SCMs are readily synthesized nanoparticles with tremendous tunability. The clickable cross-linkable surfactant makes both the synthesis and postfunctionalization of the materials extremely easy to perform. The modular synthesis allows us to modify almost every aspect of the material—water or organic solubility, multivalent surface decoration, encapsulated guests with different functions, high stability or sensitivity to prescribed stimuli, surface cross-linking, and surface–core double cross-linking, to name a few. These features, when combined in different ways, create a powerful platform for diverse applications in chemistry and biology.

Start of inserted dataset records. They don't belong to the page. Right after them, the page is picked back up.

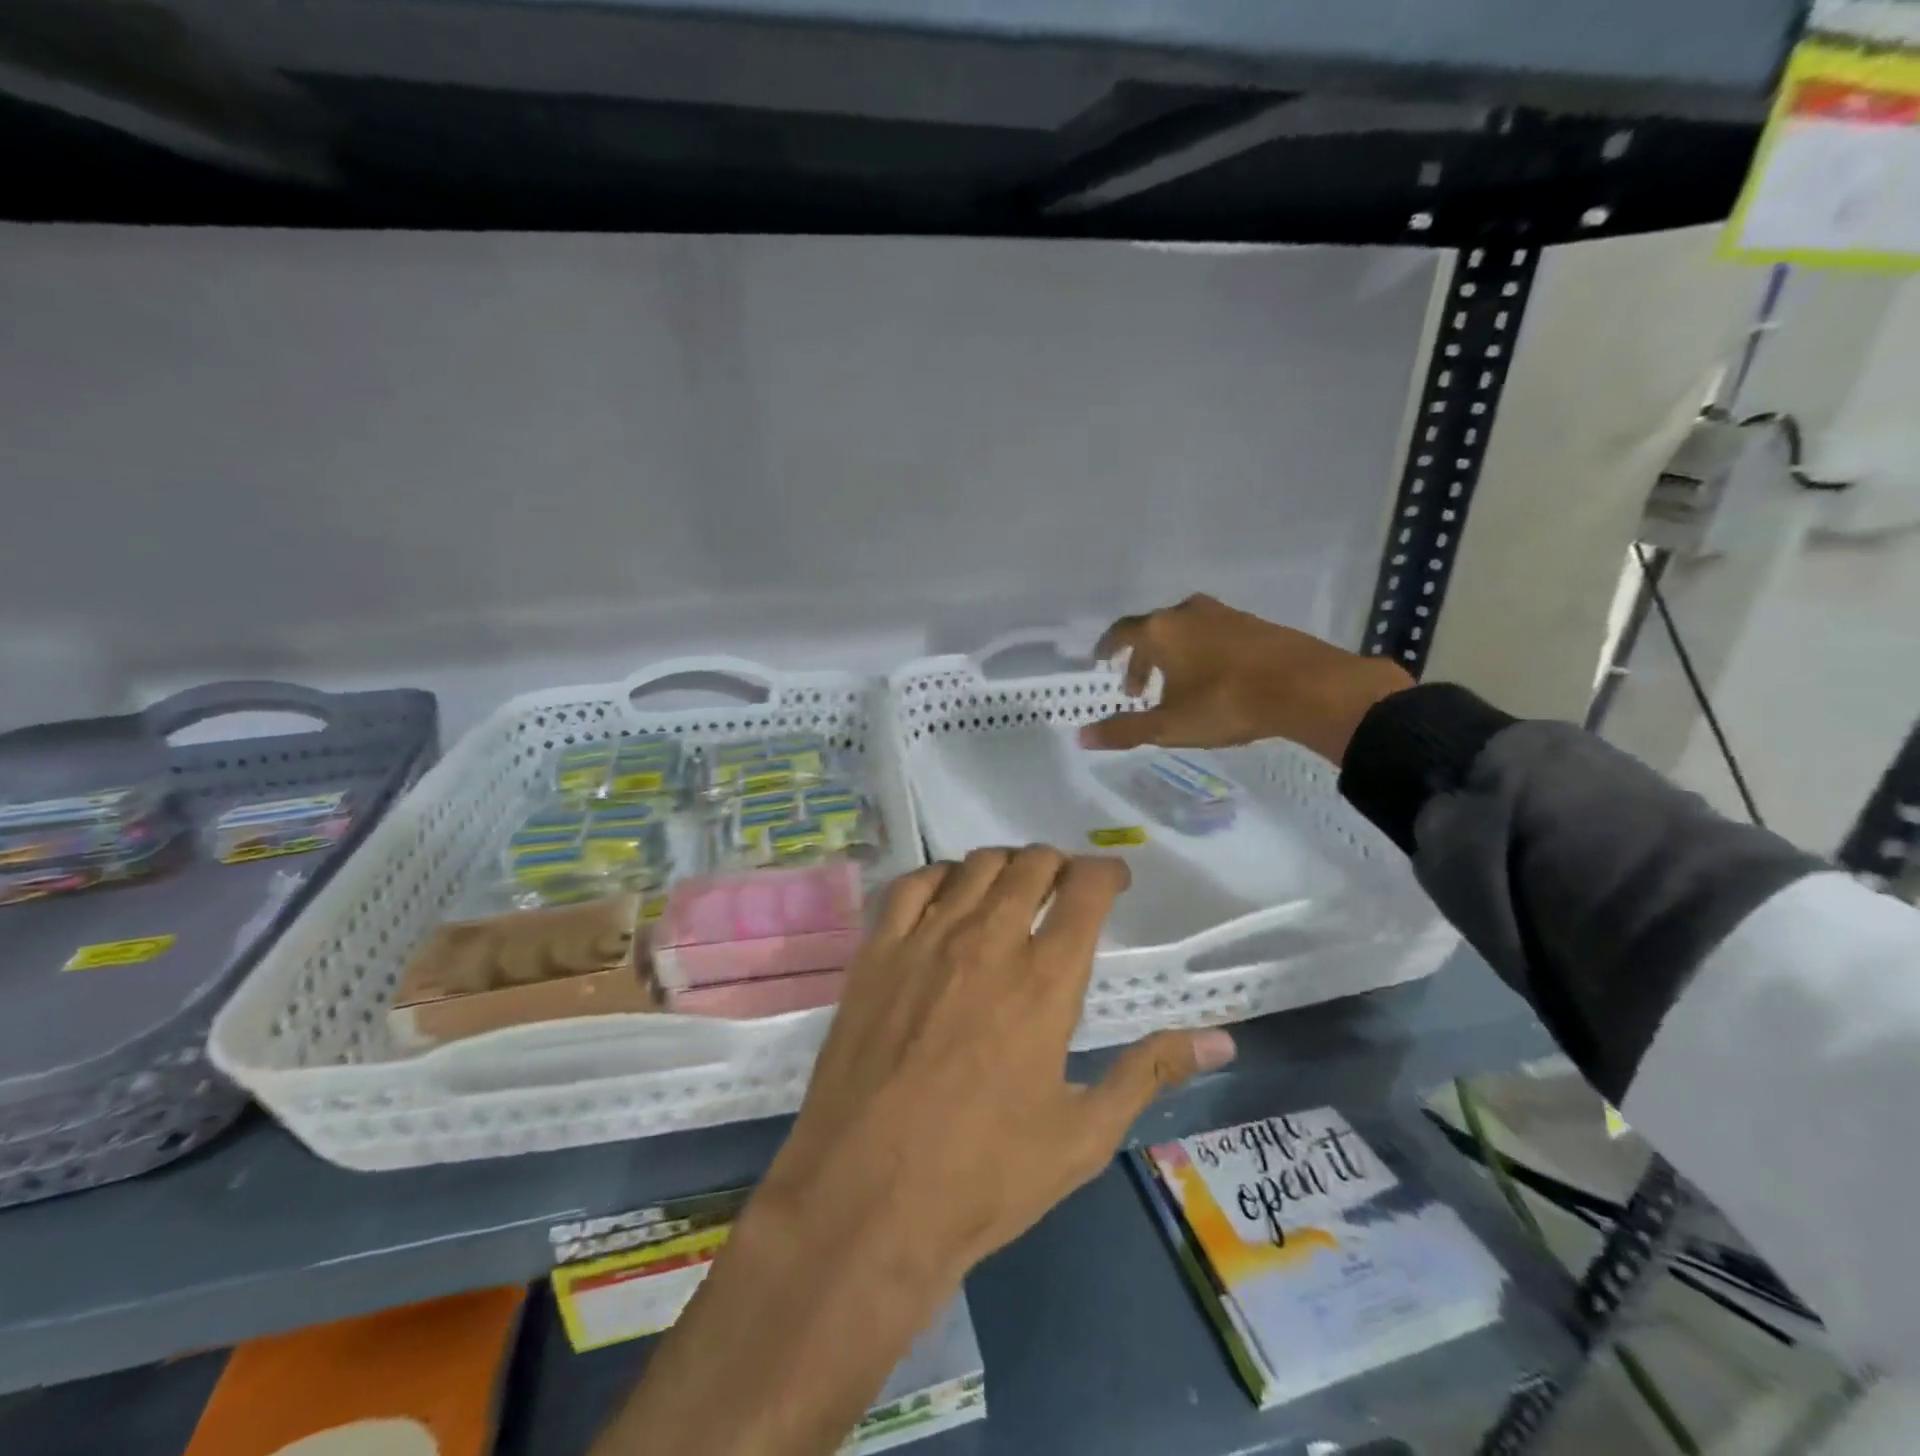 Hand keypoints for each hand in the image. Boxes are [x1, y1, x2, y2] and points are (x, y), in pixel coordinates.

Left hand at [598, 850, 1235, 1455]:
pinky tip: (946, 895)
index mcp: (1044, 983)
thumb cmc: (984, 1183)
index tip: (1113, 877)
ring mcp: (922, 944)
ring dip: (998, 864)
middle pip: (1027, 865)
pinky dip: (937, 877)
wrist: (862, 1206)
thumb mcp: (1082, 1137)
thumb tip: (1219, 1039)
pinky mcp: (874, 957)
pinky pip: (911, 887)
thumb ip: (1150, 1075)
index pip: (1084, 891)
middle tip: (1064, 882)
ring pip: (969, 866)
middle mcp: (985, 945)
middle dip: (1053, 862)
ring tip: (1010, 883)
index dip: (1103, 872)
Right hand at [1077, 593, 1411, 765]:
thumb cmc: (1225, 703)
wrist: (1306, 687)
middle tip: (1138, 689)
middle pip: (1153, 630)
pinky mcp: (1254, 624)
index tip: (1102, 661)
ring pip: (1185, 631)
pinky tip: (1213, 679)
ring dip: (1172, 655)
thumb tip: (1081, 737)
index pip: (1122, 632)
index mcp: (1161, 630)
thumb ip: (1124, 730)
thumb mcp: (1169, 726)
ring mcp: (1224, 615)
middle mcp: (1188, 613)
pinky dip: (1201, 652)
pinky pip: (1213, 634)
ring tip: (1175, 686)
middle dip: (1140, 658)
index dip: (1108, 648) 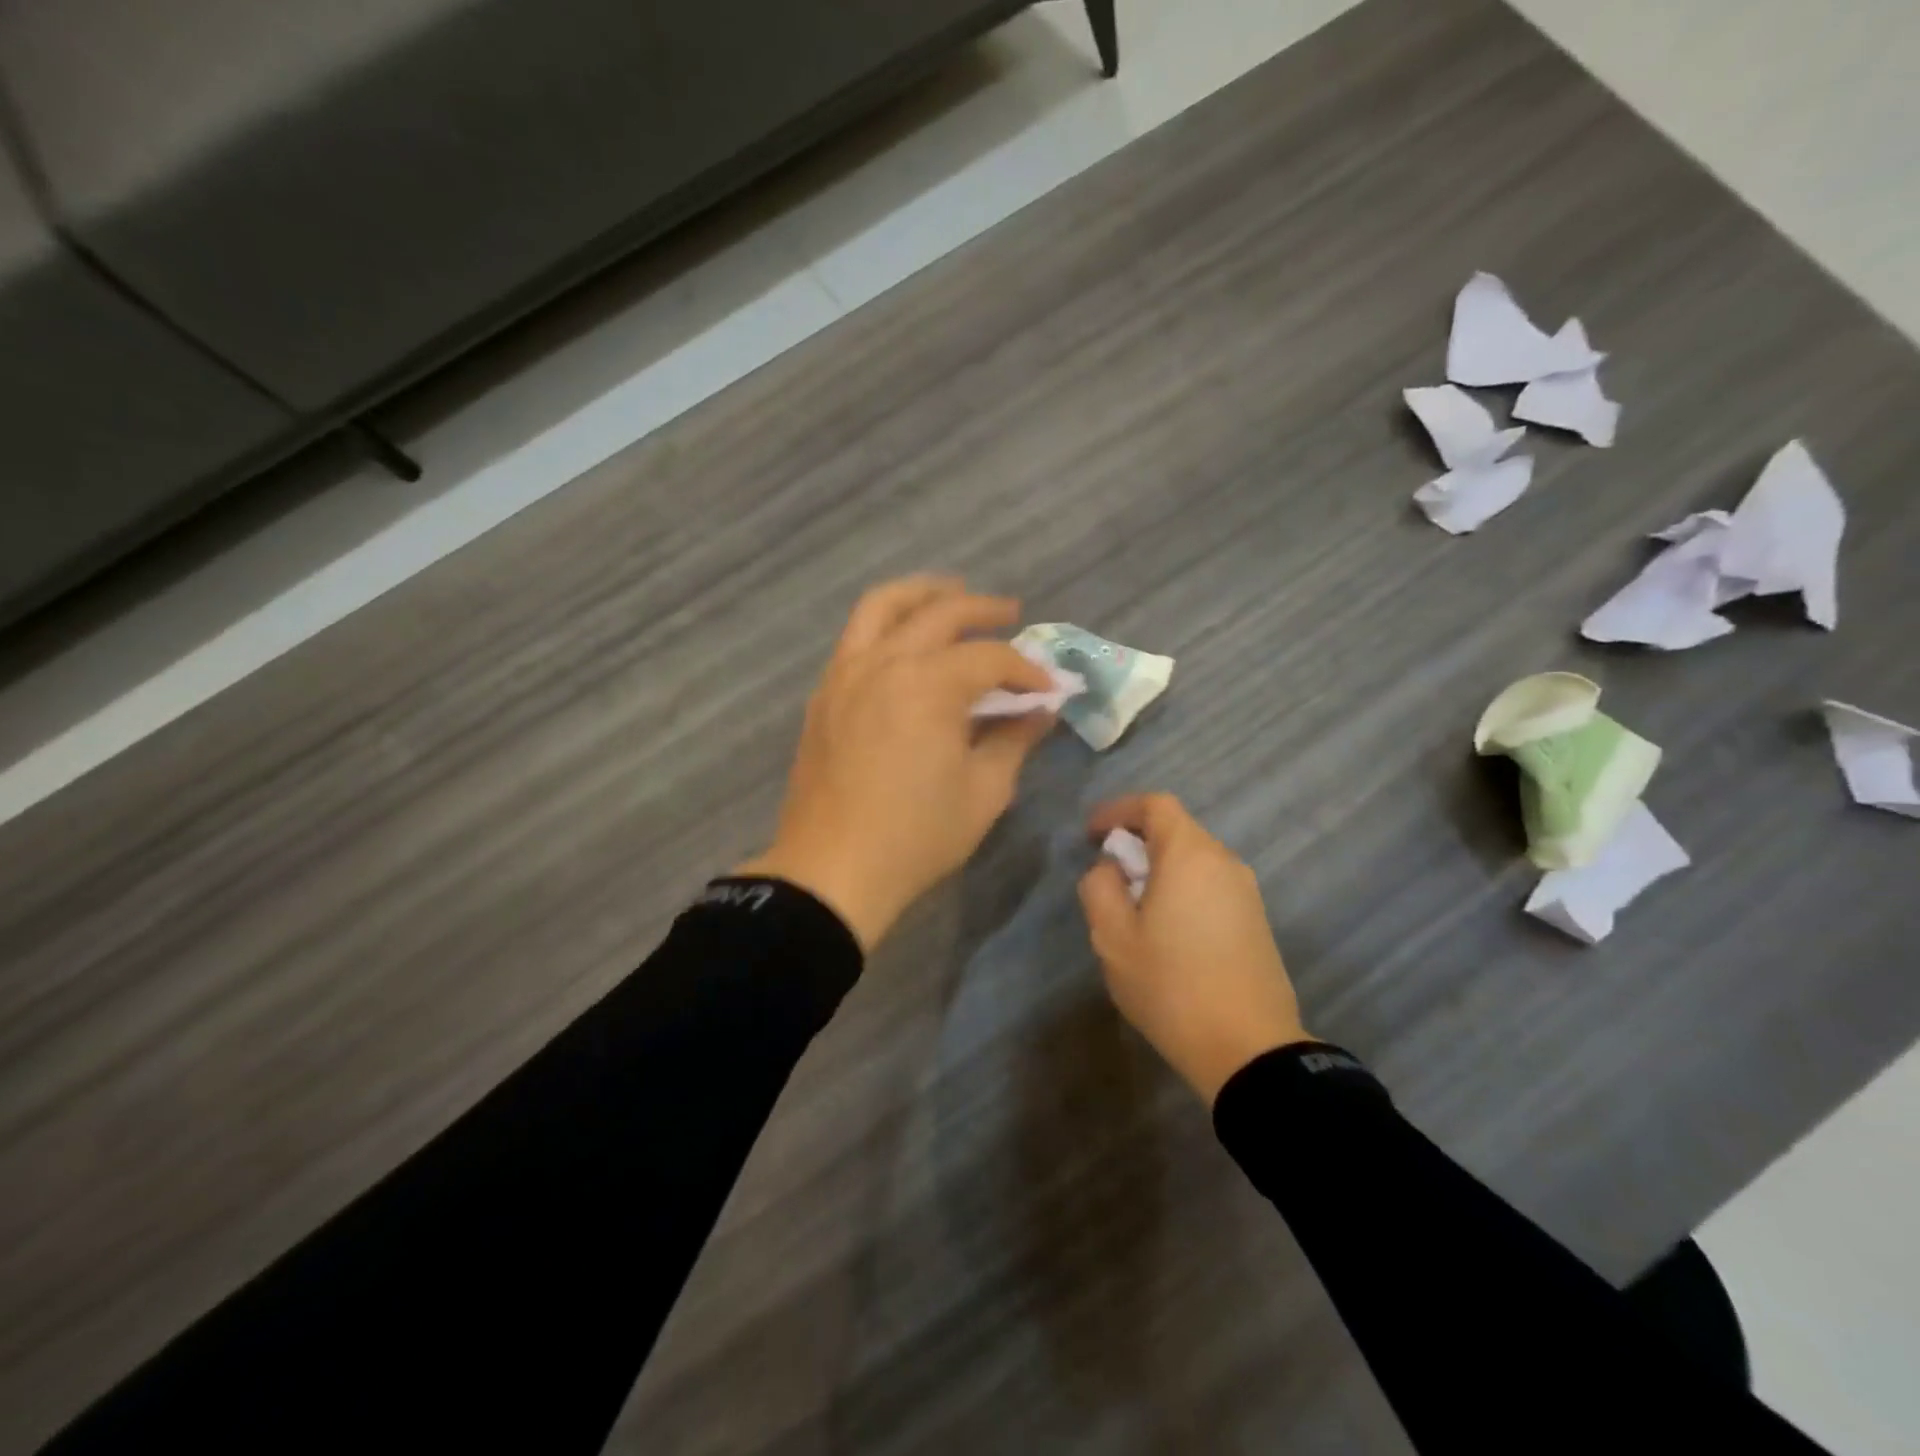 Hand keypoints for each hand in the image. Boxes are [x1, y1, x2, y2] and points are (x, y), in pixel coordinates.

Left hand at [738, 576, 1057, 950]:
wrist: (832, 871)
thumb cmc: (916, 836)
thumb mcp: (984, 792)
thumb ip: (1014, 740)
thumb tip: (1039, 711)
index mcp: (928, 685)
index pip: (990, 658)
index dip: (1027, 669)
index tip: (1048, 688)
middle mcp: (883, 663)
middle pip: (938, 612)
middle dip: (982, 610)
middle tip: (1011, 614)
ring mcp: (845, 674)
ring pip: (881, 607)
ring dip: (922, 594)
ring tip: (951, 596)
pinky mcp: (824, 695)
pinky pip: (855, 639)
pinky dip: (887, 626)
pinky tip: (905, 646)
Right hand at [1078, 794, 1310, 1102]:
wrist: (1248, 1049)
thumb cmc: (1171, 985)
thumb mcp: (1113, 937)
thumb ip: (1100, 888)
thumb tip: (1110, 868)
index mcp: (1190, 855)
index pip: (1155, 805)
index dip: (1119, 810)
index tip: (1092, 835)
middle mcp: (1224, 862)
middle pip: (1177, 830)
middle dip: (1137, 842)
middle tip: (1108, 874)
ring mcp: (1246, 892)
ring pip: (1195, 860)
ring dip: (1160, 868)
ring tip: (1134, 907)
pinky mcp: (1256, 920)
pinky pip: (1211, 885)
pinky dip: (1183, 888)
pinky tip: (1167, 930) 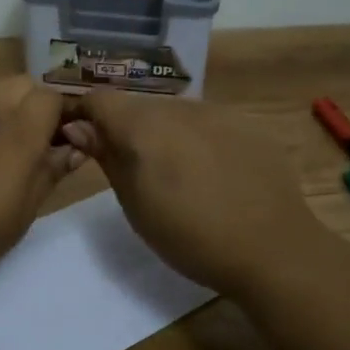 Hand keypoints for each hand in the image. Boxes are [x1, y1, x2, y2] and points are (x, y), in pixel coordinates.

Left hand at [0, 76, 83, 301]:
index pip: (49, 96)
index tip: (66, 138)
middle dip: (35, 102)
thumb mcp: (22, 215)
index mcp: (17, 135)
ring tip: (4, 132)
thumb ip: (50, 174)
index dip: (63, 112)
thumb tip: (74, 148)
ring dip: (1, 98)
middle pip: (20, 83)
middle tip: (39, 139)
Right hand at [63, 91, 325, 298]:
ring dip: (165, 134)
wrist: (271, 249)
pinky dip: (200, 140)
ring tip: (179, 176)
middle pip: (139, 106)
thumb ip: (107, 156)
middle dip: (127, 129)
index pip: (99, 100)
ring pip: (175, 113)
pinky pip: (209, 123)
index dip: (85, 116)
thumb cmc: (189, 236)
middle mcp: (179, 107)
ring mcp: (218, 112)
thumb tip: (78, 126)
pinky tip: (215, 174)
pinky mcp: (249, 124)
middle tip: (135, 170)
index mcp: (144, 126)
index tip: (84, 142)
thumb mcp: (134, 204)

This Feature Article summarizes our efforts over the last 5 to 6 years in using SCMs for controlled release, light harvesting, and catalysis. We believe that the most promising applications of the materials, at least in the near future, might be in controlled release and biomimetic catalysis. As potential drug delivery vehicles, SCMs already display a number of attractive features, including easy preparation, simple functionalization, facile fluorescent labeling, controllable release, and membrane permeability. Drugs can be physically entrapped with potential long-term stability during storage and yet can be released quickly on demand. The release profile can be tuned by the type and density of surface cross-linkage. Although these studies are largely proof-of-concept in nature and much needs to be learned to understand how SCMs interact with cells, their tunability and versatility are highly desirable features for a biomaterial. As for their applications in catalysis, SCMs can have catalysts entrapped or covalently attached at different locations. The large structural tunability has already enabled activity and selectivity that are difficult to achieve with conventional catalysts. Environmental control of the SCM, in particular, has enabled remarkable features such as efficient nucleophilic/basic catalysis under acidic conditions, unusual chain length selectivity, and excellent reusability of otherwise easily decomposed transition-metal catalysts. Similar strategies have been used by enzymes with huge success in nature; an adventure along the same path using multifunctional synthetic nanoparticles is expected to be equally fruitful.